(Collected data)
====
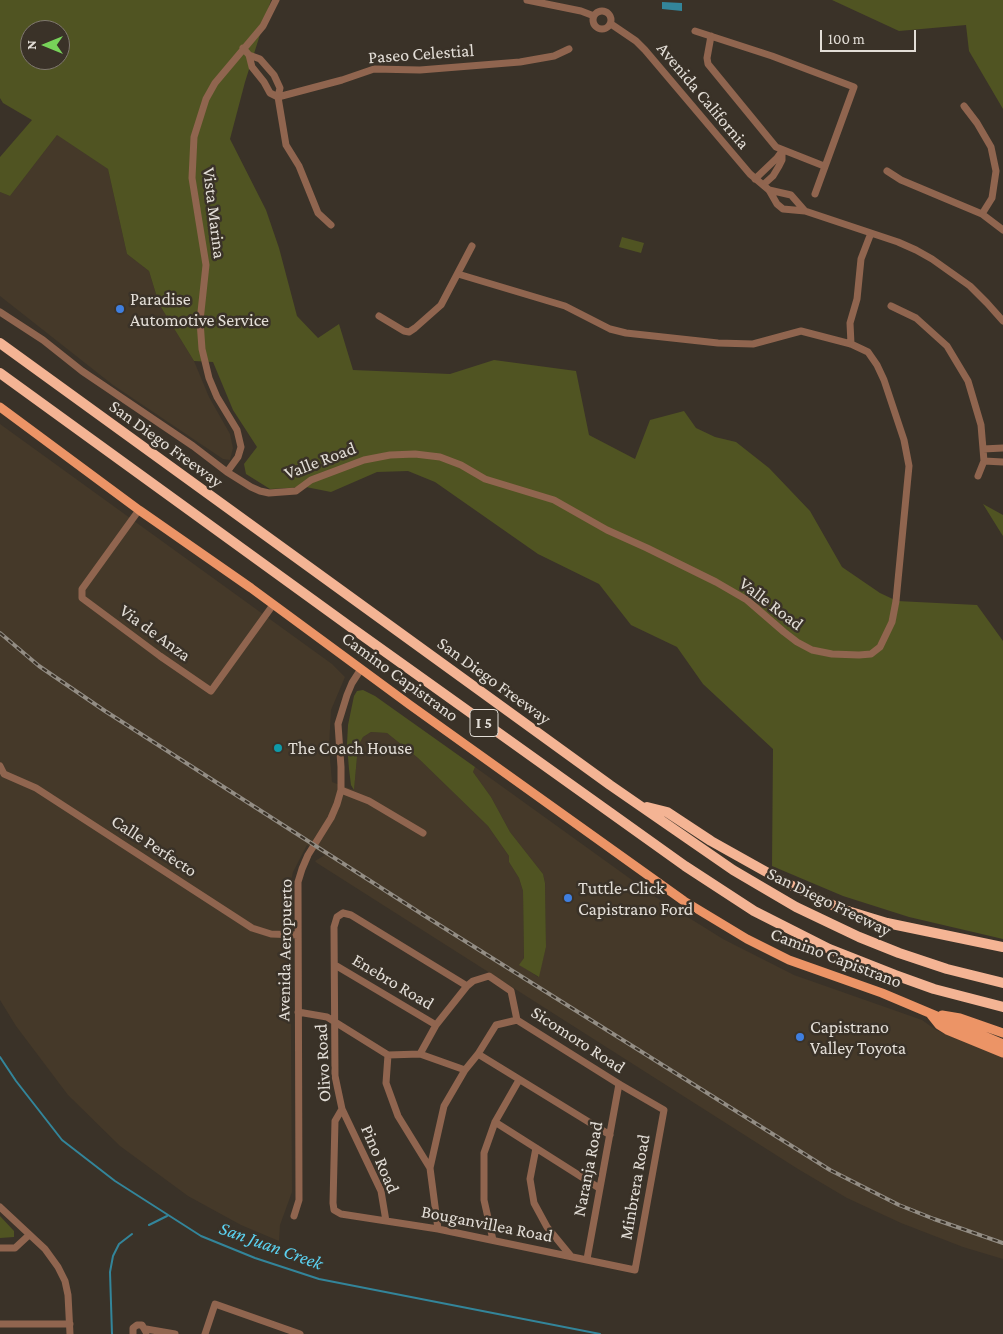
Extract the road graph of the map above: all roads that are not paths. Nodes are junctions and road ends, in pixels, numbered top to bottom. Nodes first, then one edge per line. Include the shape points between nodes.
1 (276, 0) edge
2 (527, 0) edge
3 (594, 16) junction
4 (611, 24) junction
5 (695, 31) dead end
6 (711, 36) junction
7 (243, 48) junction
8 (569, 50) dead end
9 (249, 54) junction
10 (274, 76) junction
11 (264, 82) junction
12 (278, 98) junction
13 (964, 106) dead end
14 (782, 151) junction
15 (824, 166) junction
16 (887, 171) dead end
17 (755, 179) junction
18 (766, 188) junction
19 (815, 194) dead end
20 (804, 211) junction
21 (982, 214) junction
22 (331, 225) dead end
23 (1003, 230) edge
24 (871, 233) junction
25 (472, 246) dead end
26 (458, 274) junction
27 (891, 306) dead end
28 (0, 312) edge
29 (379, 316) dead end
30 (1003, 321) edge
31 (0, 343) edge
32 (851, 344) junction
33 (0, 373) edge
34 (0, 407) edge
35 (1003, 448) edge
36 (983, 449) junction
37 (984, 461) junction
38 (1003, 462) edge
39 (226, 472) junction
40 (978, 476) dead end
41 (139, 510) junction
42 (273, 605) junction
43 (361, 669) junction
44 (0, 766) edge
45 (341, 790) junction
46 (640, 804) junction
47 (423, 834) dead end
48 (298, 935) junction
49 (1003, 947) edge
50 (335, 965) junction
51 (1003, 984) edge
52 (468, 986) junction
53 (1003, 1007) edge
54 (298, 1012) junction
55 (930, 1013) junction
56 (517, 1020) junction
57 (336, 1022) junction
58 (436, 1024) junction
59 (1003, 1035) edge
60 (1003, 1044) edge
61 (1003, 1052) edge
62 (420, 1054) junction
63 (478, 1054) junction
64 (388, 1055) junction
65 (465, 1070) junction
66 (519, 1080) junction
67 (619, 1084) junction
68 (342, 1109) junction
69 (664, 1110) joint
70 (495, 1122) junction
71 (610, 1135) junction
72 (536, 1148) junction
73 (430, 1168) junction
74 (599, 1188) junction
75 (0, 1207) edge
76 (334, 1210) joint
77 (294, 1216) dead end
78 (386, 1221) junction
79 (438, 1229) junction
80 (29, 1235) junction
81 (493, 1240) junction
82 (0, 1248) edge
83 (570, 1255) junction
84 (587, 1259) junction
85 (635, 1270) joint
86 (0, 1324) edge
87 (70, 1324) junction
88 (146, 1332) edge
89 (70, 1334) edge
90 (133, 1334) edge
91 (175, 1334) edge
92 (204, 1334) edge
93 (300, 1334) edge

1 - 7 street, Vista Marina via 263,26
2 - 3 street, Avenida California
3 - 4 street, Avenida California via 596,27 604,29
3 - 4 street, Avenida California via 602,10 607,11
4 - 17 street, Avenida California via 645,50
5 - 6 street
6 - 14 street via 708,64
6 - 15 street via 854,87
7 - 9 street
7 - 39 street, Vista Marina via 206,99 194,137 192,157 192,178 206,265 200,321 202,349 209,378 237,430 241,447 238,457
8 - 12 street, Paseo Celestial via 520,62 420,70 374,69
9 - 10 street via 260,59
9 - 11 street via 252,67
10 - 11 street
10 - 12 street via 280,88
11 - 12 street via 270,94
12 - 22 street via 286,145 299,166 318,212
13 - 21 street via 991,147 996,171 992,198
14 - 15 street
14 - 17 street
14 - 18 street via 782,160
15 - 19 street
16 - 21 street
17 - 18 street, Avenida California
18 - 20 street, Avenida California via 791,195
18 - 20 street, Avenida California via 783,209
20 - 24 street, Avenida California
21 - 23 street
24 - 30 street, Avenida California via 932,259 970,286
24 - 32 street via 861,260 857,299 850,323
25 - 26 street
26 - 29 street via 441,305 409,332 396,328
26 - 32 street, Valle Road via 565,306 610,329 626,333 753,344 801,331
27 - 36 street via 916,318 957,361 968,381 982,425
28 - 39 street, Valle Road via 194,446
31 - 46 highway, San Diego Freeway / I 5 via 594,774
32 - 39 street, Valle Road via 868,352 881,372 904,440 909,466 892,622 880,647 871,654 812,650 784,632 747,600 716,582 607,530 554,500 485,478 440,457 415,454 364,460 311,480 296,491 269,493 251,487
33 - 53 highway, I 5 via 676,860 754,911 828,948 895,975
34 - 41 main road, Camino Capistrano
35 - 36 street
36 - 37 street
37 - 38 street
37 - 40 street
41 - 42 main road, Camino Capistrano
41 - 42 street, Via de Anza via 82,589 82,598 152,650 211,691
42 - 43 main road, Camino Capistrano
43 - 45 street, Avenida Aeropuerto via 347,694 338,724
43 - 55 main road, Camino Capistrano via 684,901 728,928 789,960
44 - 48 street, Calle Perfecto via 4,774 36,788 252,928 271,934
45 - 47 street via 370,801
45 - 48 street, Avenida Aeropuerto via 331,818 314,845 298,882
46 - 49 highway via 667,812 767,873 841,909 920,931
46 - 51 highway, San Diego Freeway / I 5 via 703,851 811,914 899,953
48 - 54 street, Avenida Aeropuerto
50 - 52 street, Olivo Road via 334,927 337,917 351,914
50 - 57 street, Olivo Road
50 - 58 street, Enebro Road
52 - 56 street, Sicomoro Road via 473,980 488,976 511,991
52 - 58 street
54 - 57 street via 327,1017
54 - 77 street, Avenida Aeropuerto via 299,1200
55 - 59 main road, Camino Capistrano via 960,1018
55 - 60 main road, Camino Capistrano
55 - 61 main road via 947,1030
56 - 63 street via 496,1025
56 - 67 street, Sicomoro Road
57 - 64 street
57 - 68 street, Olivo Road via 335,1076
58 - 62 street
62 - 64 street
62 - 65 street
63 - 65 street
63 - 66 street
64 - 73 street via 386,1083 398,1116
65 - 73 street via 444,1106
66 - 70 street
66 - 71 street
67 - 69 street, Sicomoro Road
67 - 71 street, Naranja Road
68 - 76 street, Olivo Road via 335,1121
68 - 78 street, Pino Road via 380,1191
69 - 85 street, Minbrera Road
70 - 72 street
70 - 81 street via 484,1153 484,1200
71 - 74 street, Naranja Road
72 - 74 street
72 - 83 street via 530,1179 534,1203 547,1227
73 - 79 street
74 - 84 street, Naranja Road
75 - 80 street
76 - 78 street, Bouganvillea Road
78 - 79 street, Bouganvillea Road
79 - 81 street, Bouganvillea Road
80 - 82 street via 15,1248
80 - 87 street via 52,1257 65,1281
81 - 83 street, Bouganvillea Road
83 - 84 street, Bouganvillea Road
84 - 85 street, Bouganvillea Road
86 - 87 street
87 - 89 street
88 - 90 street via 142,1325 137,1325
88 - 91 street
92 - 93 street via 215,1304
====
Write each entry again exactly, minus any images.

Extract the road graph of the map above: all roads that are not paths. Nodes are junctions and road ends, in pixels, numbered top to bottom. Nodes first, then one edge per line. Include the shape points between nodes.
1 (276, 0) edge
2 (527, 0) edge
3 (594, 16) junction
4 (611, 24) junction
5 (695, 31) dead end
6 (711, 36) junction
7 (243, 48) junction
8 (569, 50) dead end
9 (249, 54) junction
10 (274, 76) junction
11 (264, 82) junction
12 (278, 98) junction
13 (964, 106) dead end
14 (782, 151) junction
15 (824, 166) junction
16 (887, 171) dead end
17 (755, 179) junction
18 (766, 188) junction
19 (815, 194) dead end
20 (804, 211) junction
21 (982, 214) junction
22 (331, 225) dead end
23 (1003, 230) edge
24 (871, 233) junction
25 (472, 246) dead end
26 (458, 274) junction
27 (891, 306) dead end
28 (0, 312) edge
29 (379, 316) dead end
30 (1003, 321) edge
31 (0, 343) edge
32 (851, 344) junction
33 (0, 373) edge
34 (0, 407) edge
35 (1003, 448) edge
36 (983, 449) junction
37 (984, 461) junction
38 (1003, 462) edge
39 (226, 472) junction
40 (978, 476) dead end
41 (139, 510) junction
42 (273, 605) junction
43 (361, 669) junction
44 (0, 766) edge
45 (341, 790) junction
46 (640, 804) junction
47 (423, 834) dead end
48 (298, 935) junction
49 (1003, 947) edge
50 (335, 965) junction
51 (1003, 984) edge
52 (468, 986) junction
53 (1003, 1007) edge
54 (298, 1012) junction
55 (930, 1013) junction
56 (517, 1020) junction
57 (336, 1022) junction
58 (436, 1024) junction
59 (1003, 1035) edge
60 (1003, 1044) edge
61 (1003, 1052) edge
62 (420, 1054) junction
63 (478, 1054) junction
64 (388, 1055) junction
65 (465, 1070) junction
66 (519, 1080) junction
67 (619, 1084) junction
68 (342, 1109) junction
69 (664, 1110) joint
70 (495, 1122) junction
71 (610, 1135) junction
72 (536, 1148) junction
73 (430, 1168) junction
74 (599, 1188) junction
75 (0, 1207) edge
76 (334, 1210) joint
77 (294, 1216) dead end
78 (386, 1221) junction
79 (438, 1229) junction
80 (29, 1235) junction
81 (493, 1240) junction
82 (0, 1248) edge
83 (570, 1255) junction
84 (587, 1259) junction
85 (635, 1270) joint
86 (0, 1324) edge
87 (70, 1324) junction
88 (146, 1332) edge
89 (70, 1334) edge
90 (133, 1334) edge
91 (175, 1334) edge
92 (204, 1334) edge
93 (300, 1334) edge

1 - 7 street, Vista Marina via 263,26
2 - 3 street, Avenida California
3 - 4 street, Avenida California via 596,27 604,29
3 - 4 street, Avenida California via 602,10 607,11
4 - 17 street, Avenida California via 645,50
5 - 6 street
6 - 14 street via 708,64
6 - 15 street via 854,87
7 - 9 street
7 - 39 street, Vista Marina via 206,99 194,137 192,157 192,178 206,265 200,321 202,349 209,378 237,430 241,447 238,457
8 - 12 street, Paseo Celestial via 520,62 420,70 374,69
9 - 10 street via 260,59
9 - 11 street via 252,67
10 - 11 street
10 - 12 street via 280,88
11 - 12 street via 270,94
12 - 22 street via 286,145 299,166 318,212
13 - 21 street via 991,147 996,171 992,198
14 - 15 street
14 - 17 street
14 - 18 street via 782,160
15 - 19 street
16 - 21 street
17 - 18 street, Avenida California
18 - 20 street, Avenida California via 791,195
18 - 20 street, Avenida California via 783,209
20 - 24 street, Avenida California
21 - 23 street
24 - 30 street, Avenida California via 932,259 970,286
24 - 32 street via 861,260 857,299 850,323
25 - 26 street
26 - 29 street via 441,305 409,332 396,328
26 - 32 street, Valle Road via 565,306 610,329 626,333 753,344 801,331
27 - 36 street via 916,318 957,361 968,381 982,425
28 - 39 street, Valle Road via 194,446
31 - 46 highway, San Diego Freeway / I 5 via 594,774
32 - 39 street, Valle Road via 868,352 881,372 904,440 909,466 892,622 880,647 871,654 812,650 784,632 747,600 716,582 607,530 554,500 485,478 440,457 415,454 364,460 311,480 296,491 269,493 251,487
33 - 53 highway, I 5 via 676,860 754,911 828,948 895,975
34 - 41 main road, Camino Capistrano
35 - 36 street
36 - 37 street
37 - 38 street
37 - 40 street
41 - 42 main road, Camino Capistrano
41 - 42 street, Via de Anza via 82,589 82,598 152,650 211,691
42 - 43 main road, Camino Capistrano
43 - 45 street, Avenida Aeropuerto via 347,694 338,724
43 - 55 main road, Camino Capistrano via 684,901 728,928 789,960
44 - 48 street, Calle Perfecto via 4,774 36,788 252,928 271,934
45 - 47 street via 370,801
45 - 48 street, Avenida Aeropuerto via 331,818 314,845 298,882
46 - 49 highway via 667,812 767,873 841,909 920,931
46 - 51 highway, San Diego Freeway / I 5 via 703,851 811,914 899,953
48 - 54 street, Avenida Aeropuerto
50 - 52 street, Olivo Road via 334,927 337,917 351,914
50 - 57 street, Olivo Road
50 - 58 street, Enebro Road
52 - 56 street, Sicomoro Road via 473,980 488,976 511,991
52 - 58 street
54 - 57 street via 327,1017
54 - 77 street, Avenida Aeropuerto via 299,1200
55 - 59 main road, Camino Capistrano via 960,1018
55 - 60 main road, Camino Capistrano
55 - 61 main road via 947,1030
56 - 63 street via 496,1025
56 - 67 street, Sicomoro Road
57 - 64 street
57 - 68 street, Olivo Road via 335,1076
58 - 62 street
62 - 64 street
62 - 65 street
63 - 65 street
63 - 66 street
64 - 73 street via 386,1083 398,1116
65 - 73 street via 444,1106
66 - 70 street
66 - 71 street
67 - 69 street, Sicomoro Road
67 - 71 street, Naranja Road
68 - 76 street, Olivo Road via 335,1121
68 - 78 street, Pino Road via 380,1191
69 - 85 street, Minbrera Road
70 - 72 street
70 - 81 street via 484,1153 484,1200
71 - 74 street, Naranja Road
72 - 74 street
72 - 83 street via 530,1179 534,1203 547,1227
73 - 79 street
74 - 84 street, Naranja Road
75 - 80 street
76 - 78 street, Bouganvillea Road
78 - 79 street, Bouganvillea Road
79 - 81 street, Bouganvillea Road
80 - 82 street via 15,1248
80 - 87 street via 52,1257 65,1281
81 - 83 street, Bouganvillea Road
83 - 84 street, Bouganvillea Road
84 - 85 street, Bouganvillea Road
86 - 87 street
87 - 89 street
88 - 90 street via 142,1325 137,1325
88 - 91 street
92 - 93 street via 215,1304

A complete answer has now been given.